(SUPPLIED MATERIAL)
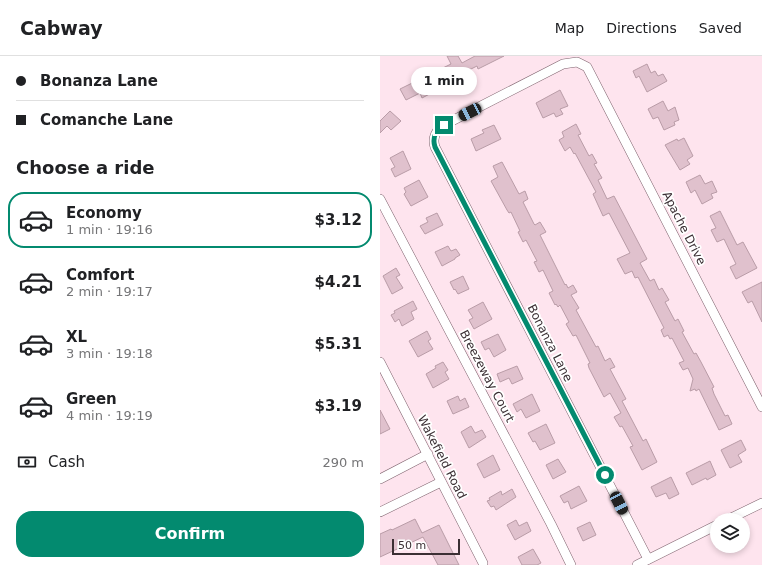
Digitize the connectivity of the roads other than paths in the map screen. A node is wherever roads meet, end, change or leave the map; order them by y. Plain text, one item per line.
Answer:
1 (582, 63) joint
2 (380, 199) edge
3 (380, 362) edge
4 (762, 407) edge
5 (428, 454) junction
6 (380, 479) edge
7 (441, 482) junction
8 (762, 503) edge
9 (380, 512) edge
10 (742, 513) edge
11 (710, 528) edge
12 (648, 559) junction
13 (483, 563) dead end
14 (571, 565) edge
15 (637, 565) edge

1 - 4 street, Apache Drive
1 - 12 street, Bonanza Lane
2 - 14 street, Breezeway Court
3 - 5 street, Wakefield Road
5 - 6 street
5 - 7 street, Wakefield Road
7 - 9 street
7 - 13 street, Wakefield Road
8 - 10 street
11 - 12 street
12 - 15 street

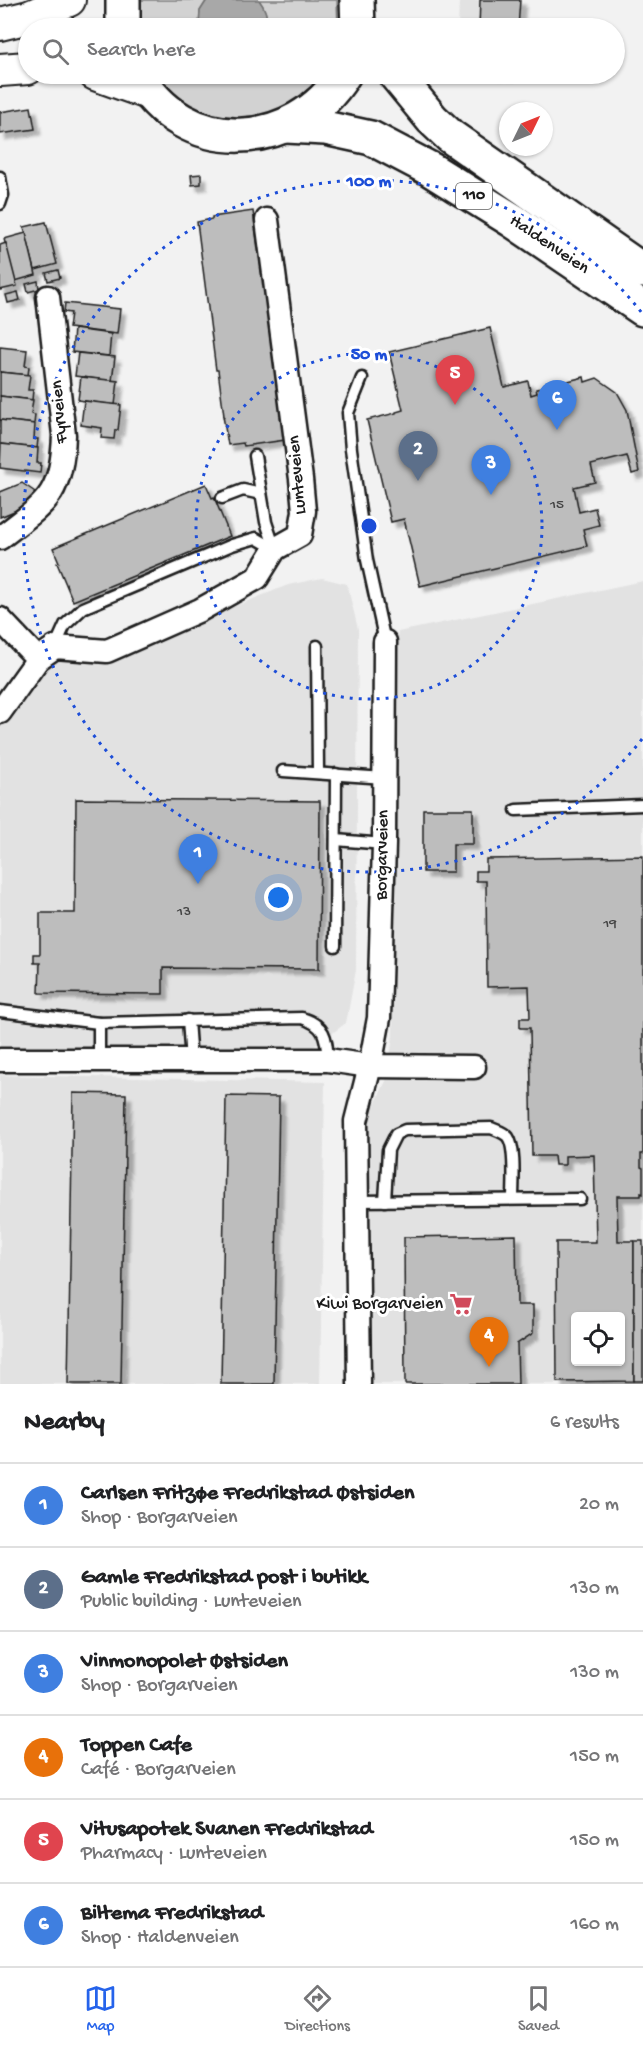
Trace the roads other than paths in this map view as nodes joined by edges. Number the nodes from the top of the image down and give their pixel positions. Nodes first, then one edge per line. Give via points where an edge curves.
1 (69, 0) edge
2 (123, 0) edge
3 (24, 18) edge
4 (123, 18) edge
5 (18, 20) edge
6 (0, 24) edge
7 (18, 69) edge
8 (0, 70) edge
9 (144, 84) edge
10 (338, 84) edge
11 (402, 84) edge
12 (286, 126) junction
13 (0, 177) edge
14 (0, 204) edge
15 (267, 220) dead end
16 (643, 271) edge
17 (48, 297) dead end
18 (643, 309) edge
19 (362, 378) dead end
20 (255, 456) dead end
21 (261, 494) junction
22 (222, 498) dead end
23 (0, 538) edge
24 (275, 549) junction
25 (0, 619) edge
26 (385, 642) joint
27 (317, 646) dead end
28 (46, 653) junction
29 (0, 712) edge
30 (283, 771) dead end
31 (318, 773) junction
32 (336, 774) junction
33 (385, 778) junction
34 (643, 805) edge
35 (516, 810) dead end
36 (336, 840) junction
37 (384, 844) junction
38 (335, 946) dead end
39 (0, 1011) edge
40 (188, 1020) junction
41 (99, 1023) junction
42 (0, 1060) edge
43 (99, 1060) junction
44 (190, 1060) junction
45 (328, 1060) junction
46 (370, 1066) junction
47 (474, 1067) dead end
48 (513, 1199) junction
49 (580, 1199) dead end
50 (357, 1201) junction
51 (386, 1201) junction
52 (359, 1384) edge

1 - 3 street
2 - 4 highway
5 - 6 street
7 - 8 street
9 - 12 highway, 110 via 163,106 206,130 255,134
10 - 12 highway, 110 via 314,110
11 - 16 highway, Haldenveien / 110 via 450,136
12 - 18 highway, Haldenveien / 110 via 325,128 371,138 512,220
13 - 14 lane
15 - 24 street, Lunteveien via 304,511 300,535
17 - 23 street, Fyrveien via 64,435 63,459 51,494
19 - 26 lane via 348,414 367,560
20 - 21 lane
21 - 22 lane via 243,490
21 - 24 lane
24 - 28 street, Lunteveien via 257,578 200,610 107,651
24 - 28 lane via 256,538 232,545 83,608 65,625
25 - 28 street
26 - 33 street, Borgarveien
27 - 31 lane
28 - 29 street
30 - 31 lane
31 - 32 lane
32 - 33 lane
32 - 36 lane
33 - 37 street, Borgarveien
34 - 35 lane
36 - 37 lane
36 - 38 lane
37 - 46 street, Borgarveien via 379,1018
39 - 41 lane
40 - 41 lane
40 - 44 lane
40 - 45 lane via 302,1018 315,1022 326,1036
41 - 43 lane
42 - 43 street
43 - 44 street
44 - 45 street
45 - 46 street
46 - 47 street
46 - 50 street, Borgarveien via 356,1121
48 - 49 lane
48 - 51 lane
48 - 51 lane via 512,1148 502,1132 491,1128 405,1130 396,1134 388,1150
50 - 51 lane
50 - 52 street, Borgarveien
(End SUPPLIED MATERIAL)
(SUPPLIED MATERIAL)
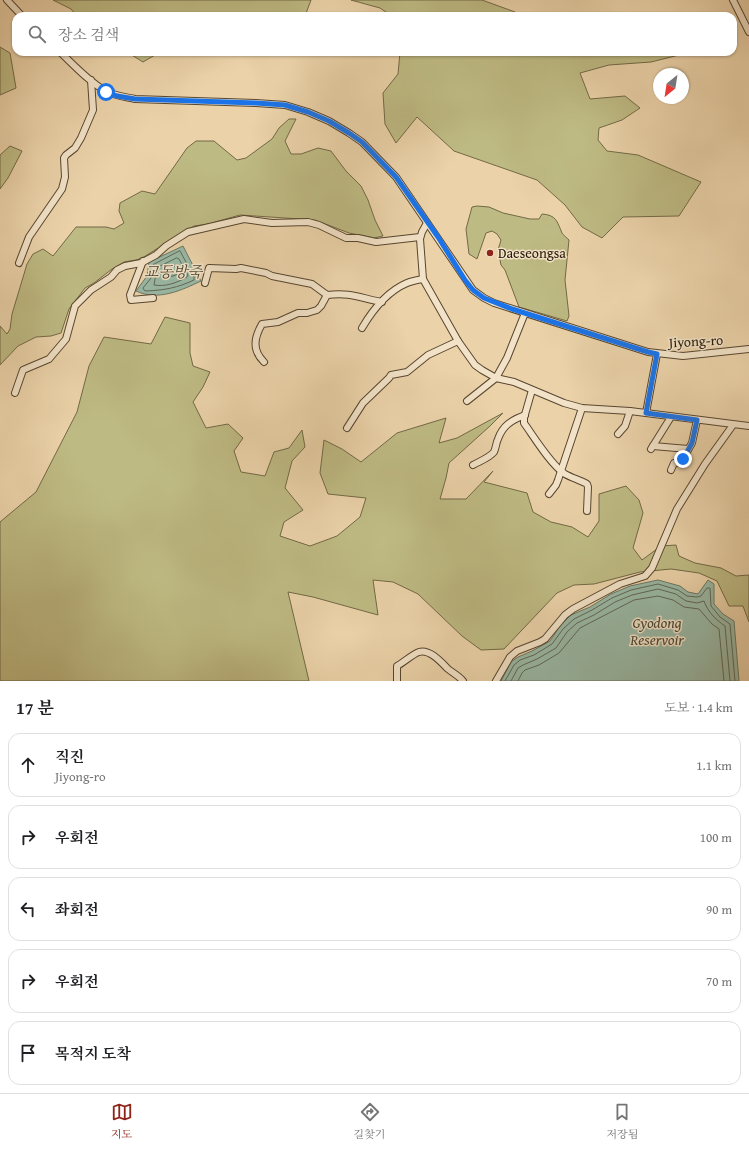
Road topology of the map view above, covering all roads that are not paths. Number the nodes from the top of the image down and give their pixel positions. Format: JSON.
(End SUPPLIED MATERIAL)
(SUPPLIED MATERIAL)
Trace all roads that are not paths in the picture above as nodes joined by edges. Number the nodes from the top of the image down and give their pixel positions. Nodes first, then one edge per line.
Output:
(End SUPPLIED MATERIAL)
▶ [EXERCISE GOAL] Determine the number of lines in the data that include the string "above". Only that number belongs in the answer.

▶ [ANSWER AREA] 2